# Directions
Filter the entries below down to the lines that hold "Andrea".

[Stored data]
=====

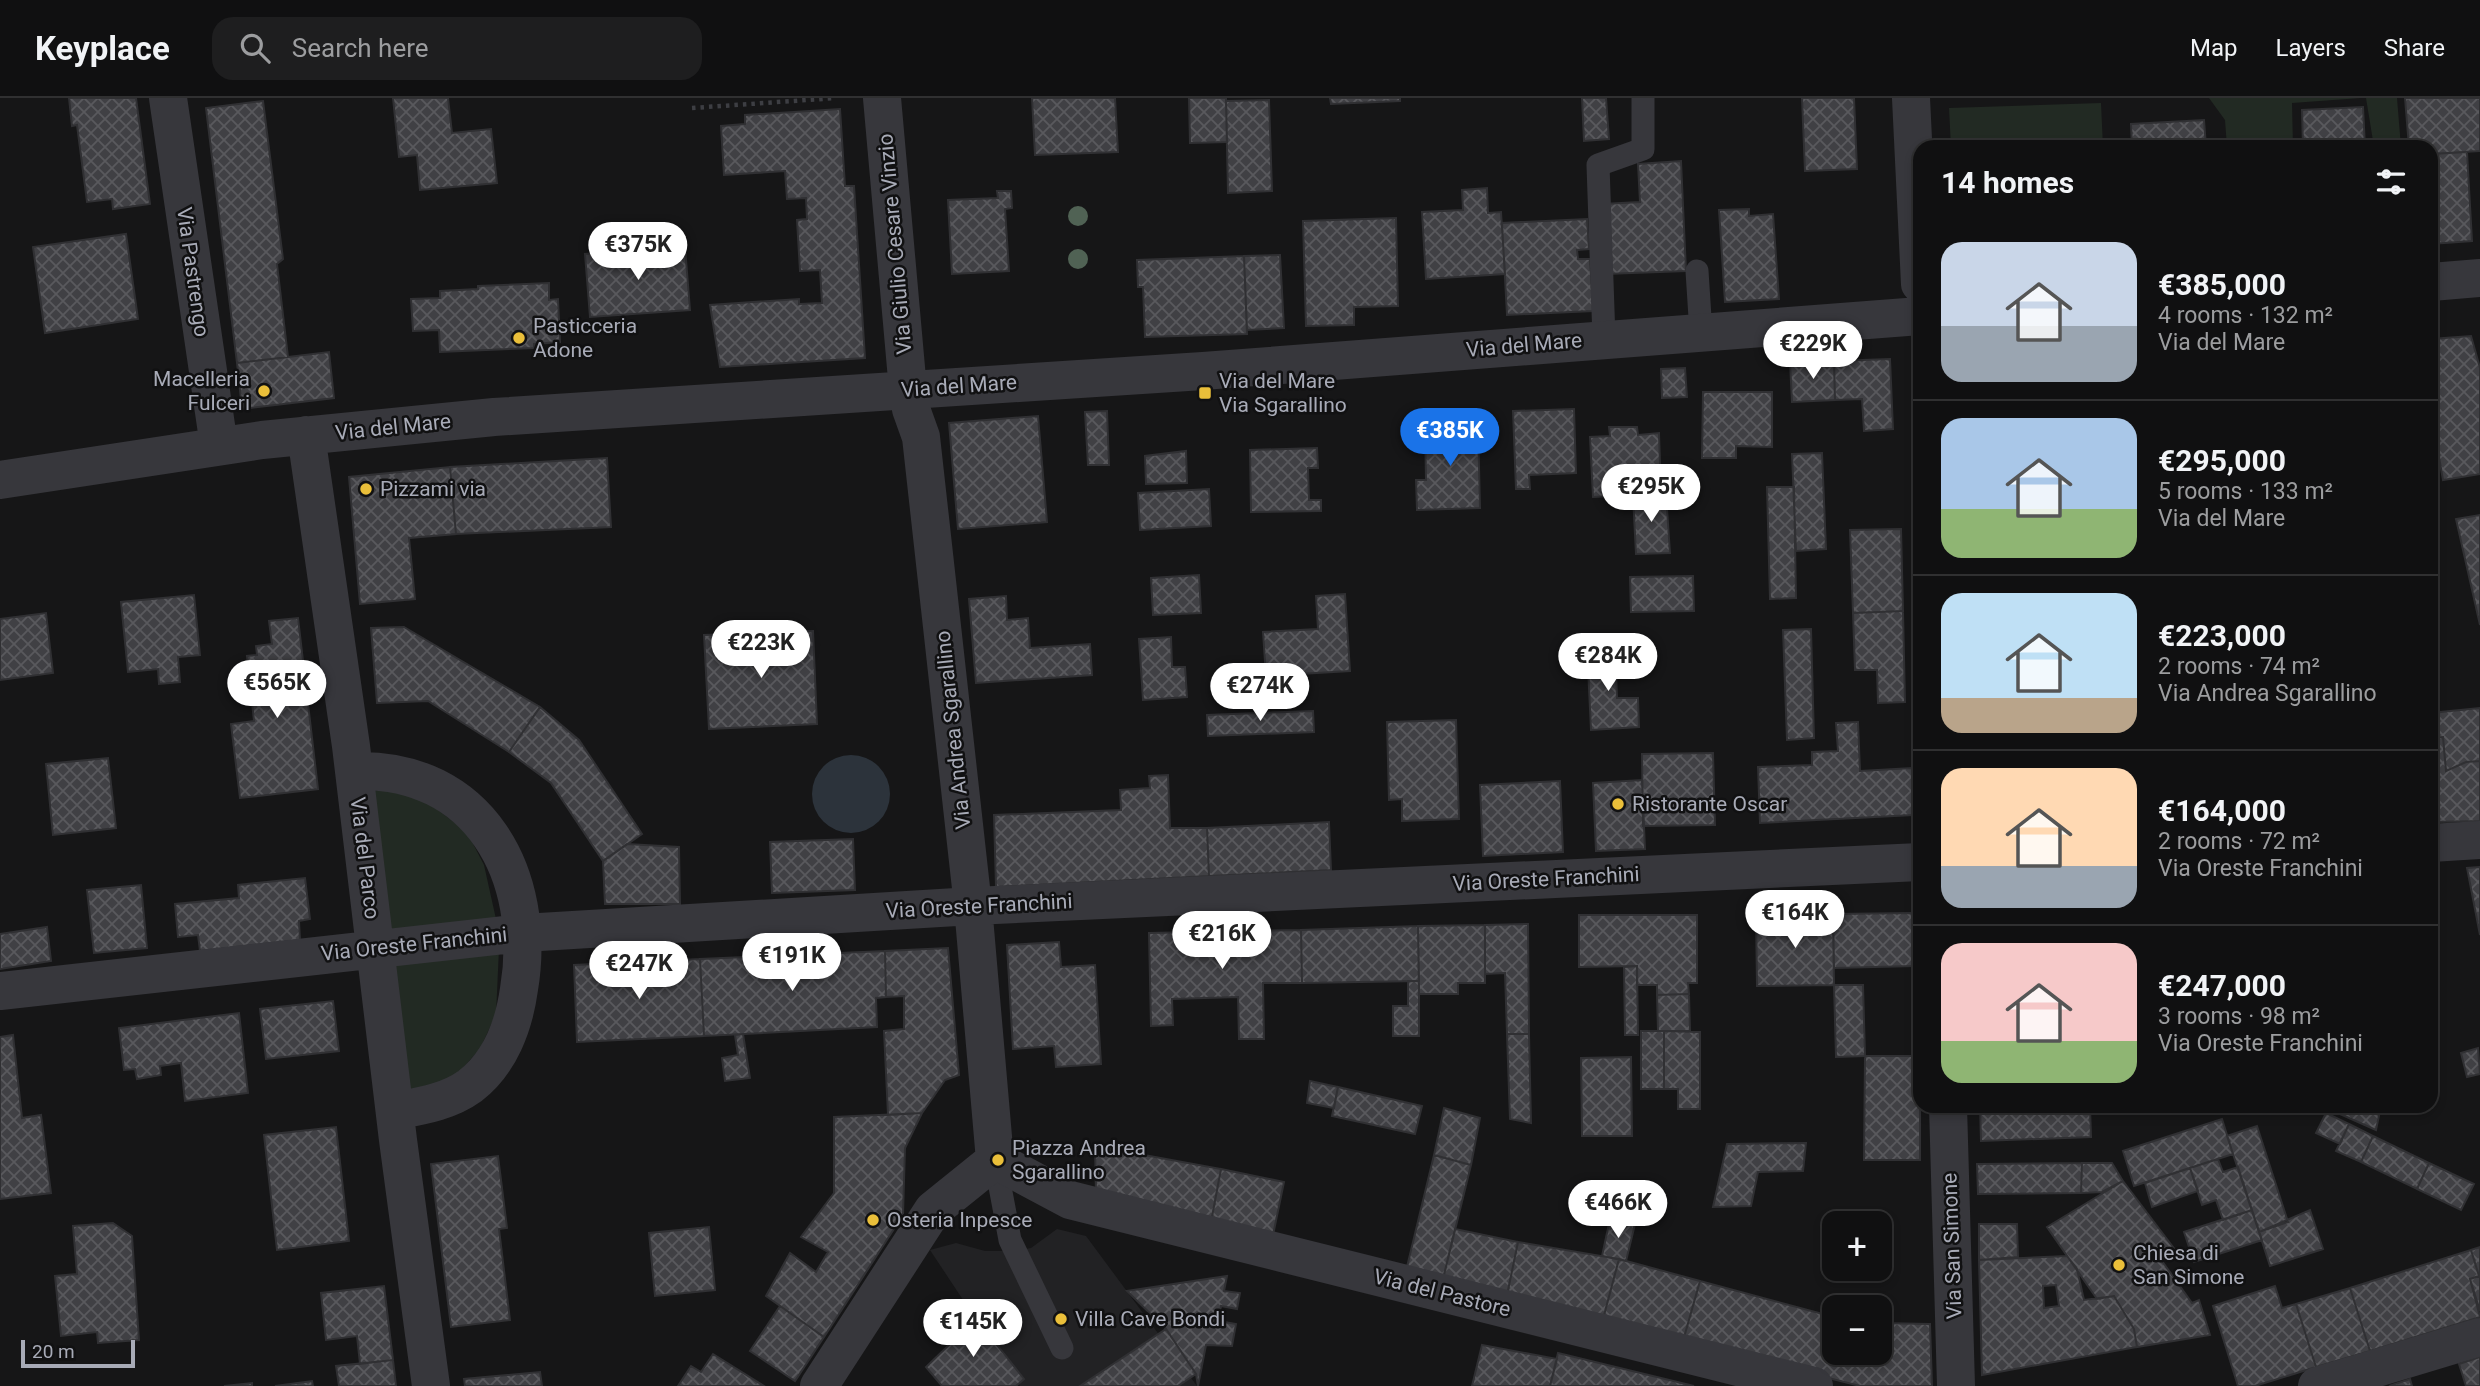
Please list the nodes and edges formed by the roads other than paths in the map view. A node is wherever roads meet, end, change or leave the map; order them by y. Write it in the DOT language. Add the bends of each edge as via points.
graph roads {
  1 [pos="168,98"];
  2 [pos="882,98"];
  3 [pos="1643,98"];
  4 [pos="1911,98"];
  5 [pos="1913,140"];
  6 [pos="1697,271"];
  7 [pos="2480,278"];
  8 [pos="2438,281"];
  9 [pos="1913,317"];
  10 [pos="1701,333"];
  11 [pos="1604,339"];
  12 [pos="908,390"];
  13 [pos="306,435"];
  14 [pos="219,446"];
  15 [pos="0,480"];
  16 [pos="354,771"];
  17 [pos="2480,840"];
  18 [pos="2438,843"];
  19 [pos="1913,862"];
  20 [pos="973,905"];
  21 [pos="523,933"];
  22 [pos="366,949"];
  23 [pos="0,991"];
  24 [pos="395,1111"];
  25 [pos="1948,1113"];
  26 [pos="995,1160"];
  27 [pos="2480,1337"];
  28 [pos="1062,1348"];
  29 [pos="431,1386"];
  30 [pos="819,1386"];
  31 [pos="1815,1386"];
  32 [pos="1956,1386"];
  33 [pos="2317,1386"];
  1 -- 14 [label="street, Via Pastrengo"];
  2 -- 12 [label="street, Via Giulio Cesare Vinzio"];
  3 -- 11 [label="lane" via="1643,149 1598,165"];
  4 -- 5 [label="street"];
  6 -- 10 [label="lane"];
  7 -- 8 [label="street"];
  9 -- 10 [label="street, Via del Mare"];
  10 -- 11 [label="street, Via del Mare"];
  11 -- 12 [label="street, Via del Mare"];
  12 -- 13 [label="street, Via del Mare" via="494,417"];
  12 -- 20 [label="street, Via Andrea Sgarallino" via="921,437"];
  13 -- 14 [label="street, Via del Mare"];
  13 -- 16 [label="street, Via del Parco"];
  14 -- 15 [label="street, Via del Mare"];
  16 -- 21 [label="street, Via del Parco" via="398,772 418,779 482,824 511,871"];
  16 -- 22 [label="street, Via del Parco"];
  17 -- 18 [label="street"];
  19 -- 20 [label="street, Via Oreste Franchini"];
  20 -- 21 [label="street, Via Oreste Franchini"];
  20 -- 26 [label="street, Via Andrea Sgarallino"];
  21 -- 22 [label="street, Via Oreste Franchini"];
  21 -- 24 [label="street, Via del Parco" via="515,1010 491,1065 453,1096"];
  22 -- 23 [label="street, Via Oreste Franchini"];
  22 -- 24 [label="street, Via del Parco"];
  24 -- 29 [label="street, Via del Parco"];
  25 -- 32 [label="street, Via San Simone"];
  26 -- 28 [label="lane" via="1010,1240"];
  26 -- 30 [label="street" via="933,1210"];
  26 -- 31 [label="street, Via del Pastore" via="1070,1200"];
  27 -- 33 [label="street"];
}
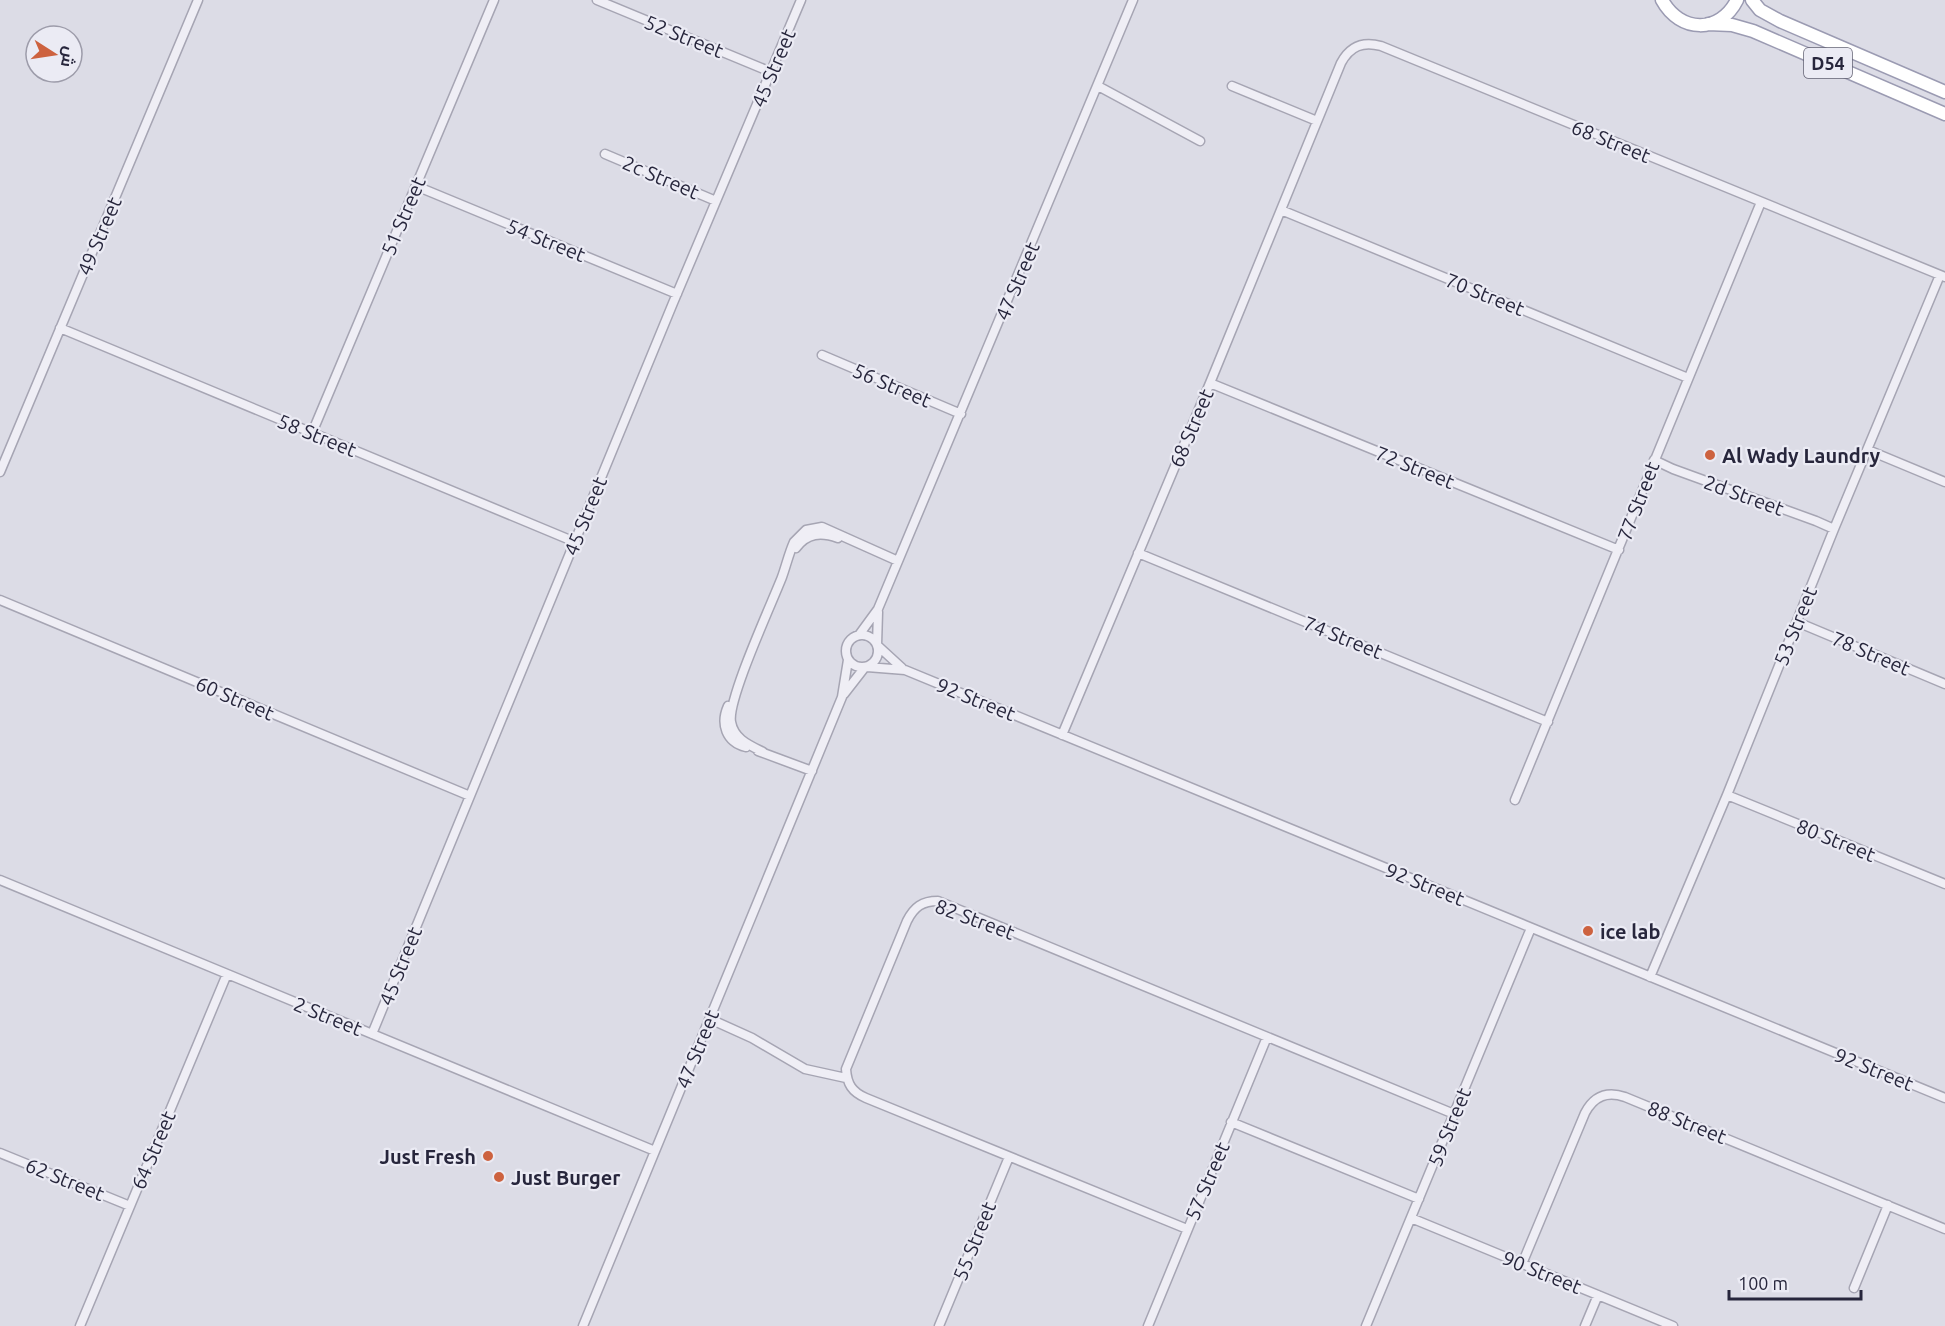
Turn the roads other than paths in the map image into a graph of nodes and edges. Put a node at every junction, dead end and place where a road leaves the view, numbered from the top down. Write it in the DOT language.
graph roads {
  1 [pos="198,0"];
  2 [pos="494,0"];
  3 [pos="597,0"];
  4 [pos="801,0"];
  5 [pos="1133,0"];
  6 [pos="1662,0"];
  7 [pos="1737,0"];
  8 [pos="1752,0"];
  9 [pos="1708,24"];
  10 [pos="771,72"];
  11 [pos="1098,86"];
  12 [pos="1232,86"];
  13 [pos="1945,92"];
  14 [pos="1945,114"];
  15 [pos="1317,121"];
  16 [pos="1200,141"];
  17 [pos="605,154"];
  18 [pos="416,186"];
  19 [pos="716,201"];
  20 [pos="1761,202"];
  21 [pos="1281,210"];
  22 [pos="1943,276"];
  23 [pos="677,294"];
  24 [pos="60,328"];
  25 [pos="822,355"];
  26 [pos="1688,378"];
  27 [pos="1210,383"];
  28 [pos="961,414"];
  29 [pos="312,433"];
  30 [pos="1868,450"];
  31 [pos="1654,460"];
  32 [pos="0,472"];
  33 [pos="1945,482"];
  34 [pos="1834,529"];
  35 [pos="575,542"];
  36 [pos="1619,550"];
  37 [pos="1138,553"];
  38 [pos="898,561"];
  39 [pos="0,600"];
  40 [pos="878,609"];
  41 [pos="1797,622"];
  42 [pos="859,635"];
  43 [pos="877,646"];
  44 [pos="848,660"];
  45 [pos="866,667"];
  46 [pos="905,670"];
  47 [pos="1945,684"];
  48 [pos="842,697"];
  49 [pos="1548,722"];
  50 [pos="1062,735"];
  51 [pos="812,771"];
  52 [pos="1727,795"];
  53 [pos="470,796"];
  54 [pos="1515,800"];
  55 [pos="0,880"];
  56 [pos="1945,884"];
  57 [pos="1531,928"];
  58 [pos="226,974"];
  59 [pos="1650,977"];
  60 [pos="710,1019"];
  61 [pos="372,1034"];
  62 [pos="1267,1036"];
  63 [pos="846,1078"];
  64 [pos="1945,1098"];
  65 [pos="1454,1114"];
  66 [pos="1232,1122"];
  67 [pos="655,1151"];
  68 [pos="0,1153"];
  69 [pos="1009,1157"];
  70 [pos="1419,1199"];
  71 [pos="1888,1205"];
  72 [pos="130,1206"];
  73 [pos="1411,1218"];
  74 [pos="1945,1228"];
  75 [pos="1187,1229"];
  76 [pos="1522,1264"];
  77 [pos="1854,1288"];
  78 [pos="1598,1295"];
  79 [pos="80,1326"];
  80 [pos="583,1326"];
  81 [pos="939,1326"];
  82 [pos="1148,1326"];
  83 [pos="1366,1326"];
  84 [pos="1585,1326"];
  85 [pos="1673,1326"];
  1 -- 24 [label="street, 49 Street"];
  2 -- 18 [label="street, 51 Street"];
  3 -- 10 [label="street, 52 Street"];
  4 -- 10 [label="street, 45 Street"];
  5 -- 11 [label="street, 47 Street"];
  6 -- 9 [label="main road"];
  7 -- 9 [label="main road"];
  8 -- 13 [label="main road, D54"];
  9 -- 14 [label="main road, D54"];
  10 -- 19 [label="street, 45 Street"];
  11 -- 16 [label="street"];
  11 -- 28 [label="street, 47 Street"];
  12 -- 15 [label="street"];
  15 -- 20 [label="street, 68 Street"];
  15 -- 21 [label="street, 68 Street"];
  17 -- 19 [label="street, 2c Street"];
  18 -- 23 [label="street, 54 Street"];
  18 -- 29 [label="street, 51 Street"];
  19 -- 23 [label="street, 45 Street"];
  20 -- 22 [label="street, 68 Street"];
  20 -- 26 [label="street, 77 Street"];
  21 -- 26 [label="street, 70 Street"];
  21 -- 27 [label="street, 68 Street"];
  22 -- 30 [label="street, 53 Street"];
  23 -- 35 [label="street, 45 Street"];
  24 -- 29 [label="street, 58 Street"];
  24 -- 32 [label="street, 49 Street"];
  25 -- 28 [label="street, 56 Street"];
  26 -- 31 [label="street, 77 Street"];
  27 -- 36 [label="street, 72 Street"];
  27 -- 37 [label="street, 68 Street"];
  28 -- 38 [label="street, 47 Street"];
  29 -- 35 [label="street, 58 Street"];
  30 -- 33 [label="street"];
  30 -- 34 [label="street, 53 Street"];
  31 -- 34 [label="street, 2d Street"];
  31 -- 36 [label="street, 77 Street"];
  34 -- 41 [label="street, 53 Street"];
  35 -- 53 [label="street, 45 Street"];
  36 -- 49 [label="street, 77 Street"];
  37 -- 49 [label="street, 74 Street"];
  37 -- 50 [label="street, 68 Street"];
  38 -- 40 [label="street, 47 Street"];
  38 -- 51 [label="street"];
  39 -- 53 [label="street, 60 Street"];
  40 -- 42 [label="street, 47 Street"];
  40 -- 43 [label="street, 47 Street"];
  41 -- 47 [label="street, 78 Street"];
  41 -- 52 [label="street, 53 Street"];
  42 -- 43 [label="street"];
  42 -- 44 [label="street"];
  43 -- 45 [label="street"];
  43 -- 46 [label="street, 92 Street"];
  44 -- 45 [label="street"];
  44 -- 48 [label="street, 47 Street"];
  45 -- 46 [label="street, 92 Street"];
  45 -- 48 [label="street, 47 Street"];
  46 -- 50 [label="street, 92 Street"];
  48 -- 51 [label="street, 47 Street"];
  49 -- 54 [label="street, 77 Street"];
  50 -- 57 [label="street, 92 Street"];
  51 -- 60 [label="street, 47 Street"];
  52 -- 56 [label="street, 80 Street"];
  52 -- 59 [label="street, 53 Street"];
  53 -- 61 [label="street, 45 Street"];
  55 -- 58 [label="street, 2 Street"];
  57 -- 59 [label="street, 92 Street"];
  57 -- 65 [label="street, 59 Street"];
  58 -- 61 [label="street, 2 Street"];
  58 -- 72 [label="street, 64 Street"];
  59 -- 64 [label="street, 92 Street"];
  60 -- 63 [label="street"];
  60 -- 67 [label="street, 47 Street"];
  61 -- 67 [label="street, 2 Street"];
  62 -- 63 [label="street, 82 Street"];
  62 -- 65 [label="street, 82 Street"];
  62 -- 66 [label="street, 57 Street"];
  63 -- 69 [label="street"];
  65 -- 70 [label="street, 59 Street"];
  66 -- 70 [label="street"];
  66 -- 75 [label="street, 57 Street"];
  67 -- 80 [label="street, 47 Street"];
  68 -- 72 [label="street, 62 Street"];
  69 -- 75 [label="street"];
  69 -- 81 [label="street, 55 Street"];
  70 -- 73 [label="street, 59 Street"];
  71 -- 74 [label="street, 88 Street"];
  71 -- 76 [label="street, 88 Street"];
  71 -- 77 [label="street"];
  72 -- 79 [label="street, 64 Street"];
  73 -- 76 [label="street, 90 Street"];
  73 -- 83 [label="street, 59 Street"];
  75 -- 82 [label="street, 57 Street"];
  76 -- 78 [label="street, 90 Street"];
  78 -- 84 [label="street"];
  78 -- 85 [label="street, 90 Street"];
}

=====

# Answer to this problem
  12 -- 20 [label="street, Via Andrea Sgarallino" via="921,437"];
  20 -- 26 [label="street, Via Andrea Sgarallino"];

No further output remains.